Being permissible is when you let the child to do whatever they want, whenever they want; you give them unrestricted freedom and have no control.
#Mistake 3: Using yelling and punishment
If this is bad then another oft-repeated mistake is yelling or shouting or dishing out punishments. You’ll never get your child disciplined this way. But you’ll certainly have rebels on your hands.
#Mistake 4: Lack of responsibility
The important step is to take responsibility. Parents need to take responsibility and be prepared to put in the effort to do this. It’s not glamorous or exciting. Most shy away from it and that’s when the problems begin. The results can be seen by all.
Remember, the onus of how the child turns out – good or bad – remains always with you.
How to practice discipline effectively
You know what needs to be avoided, where parents go wrong. So, what works?
What works is maintaining a calm, firm inconsistent communication. What you expect from them must be clearly conveyed.
These expectations must be age appropriate. Reinforce the good behaviour or acceptable actions by encouraging repetition.
Focus on consistency and explain the consequences. Once they understand why they’re doing what they’re doing, they’ll be more likely to follow through without resisting.
Become the role model so they can learn by watching you. If you make your bed every morning, then getting them to do it will be a lot easier.
Long Term Wins That Discipline Builds In Children
Ensuring that the child is disciplined doesn’t mean they’ll end up behaving like the Von Trapp kids (from the Sound of Music).
It will instead teach the kids to be independent and resilient. They will develop strong work ethics and decision making abilities.
Imagine your child growing up to be someone who manages stress well, respects boundaries and build strong relationships? Well that’s a gift of the discipline ingrained in him.
This is what you’ve been trying to inculcate in your child, isn’t it? What you can do to start this process is:
- Create predictable routines, like having fixed bedtime or study time.
- Make colourful visual schedules or charts for younger kids. Stick it in their room or on the cupboard for them to see it regularly.
- Praise effort and consistency, not just achievement. Every little step is a step closer to the goal.
- Practice what you preach; children follow example better, not instruction. Make your bed or help in the kitchen. The children will soon join you.
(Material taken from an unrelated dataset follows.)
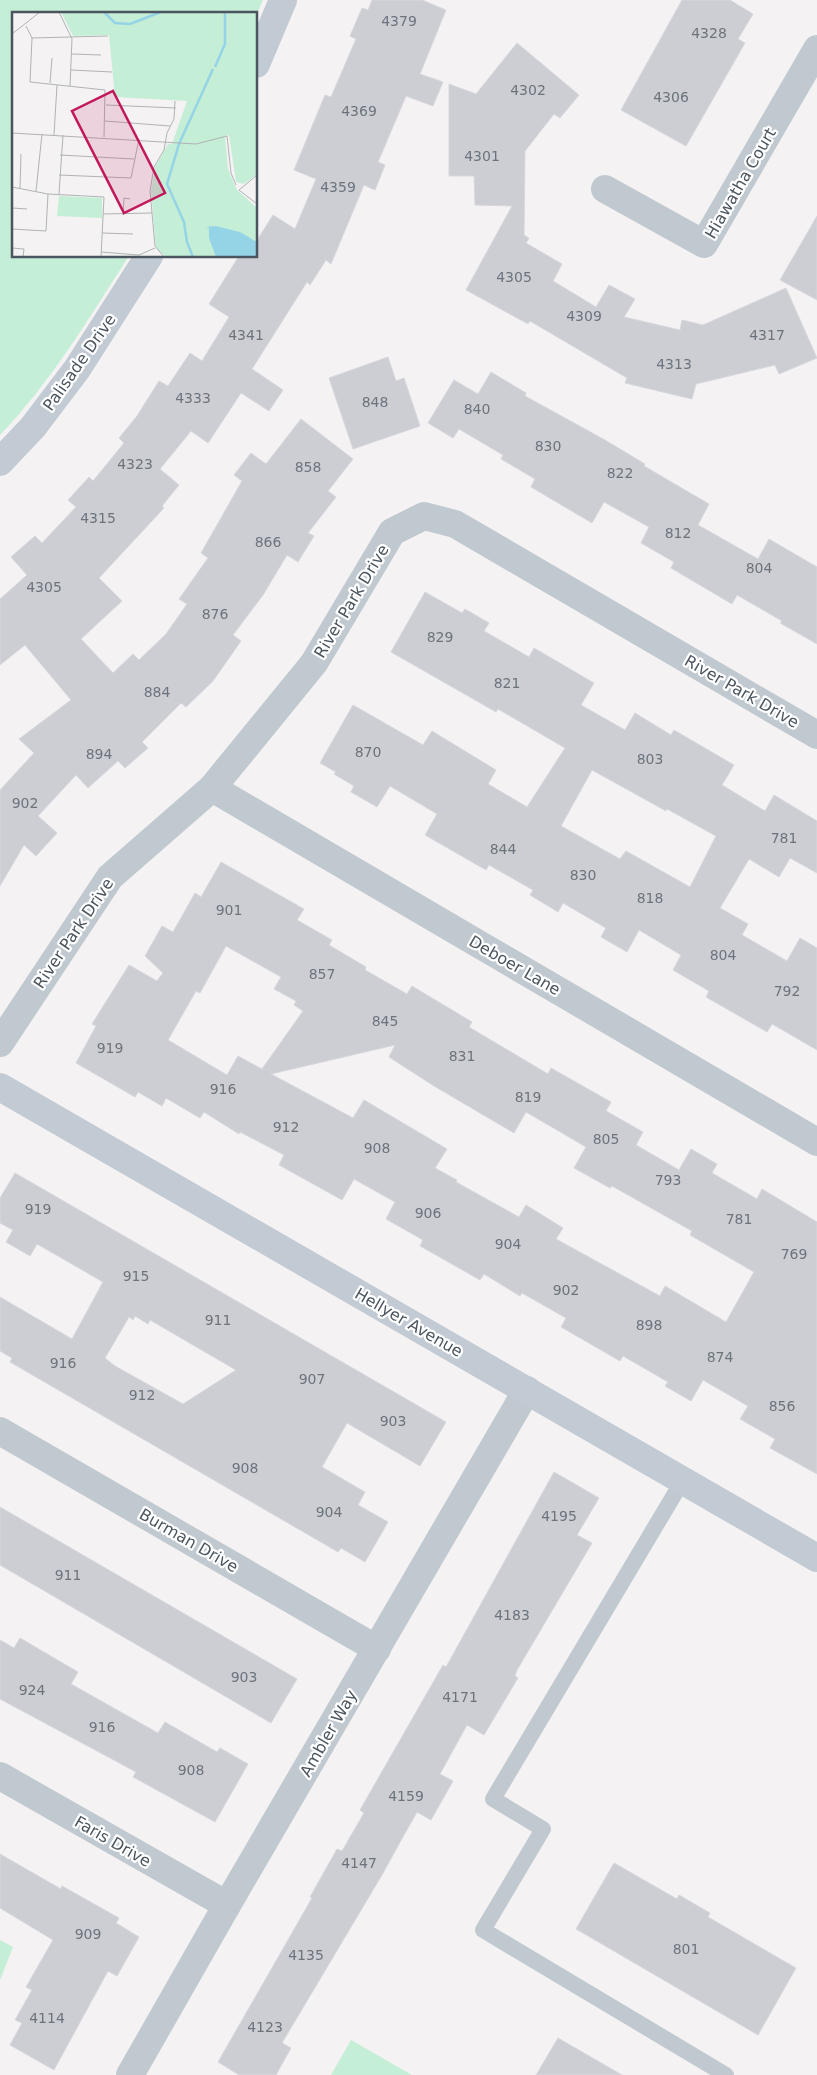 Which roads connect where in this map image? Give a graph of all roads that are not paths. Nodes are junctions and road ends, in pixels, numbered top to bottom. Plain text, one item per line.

- Be patient; learning discipline takes time. You’re working to build their future. Enjoy the process.
Final Thoughts
Do you still think discipline is outdated?
Disciplined person is often fodder for jokes and silly caricatures. But do you realise that the jokes on them, the jokers? The disciplined do, indeed, dominate.
Being disciplined is enjoying freedom responsibly. That’s because as someone rooted in organised and structured thought process, they’re able to deal with life more efficiently.
By ensuring to introduce discipline in your child life, you’re shaping a strong, kind and capable human. One consistent action at a time.
Still think discipline is redundant or obsolete or unnecessary? What kind of future are you preparing your child for?
What message is your approach to discipline sending your child today?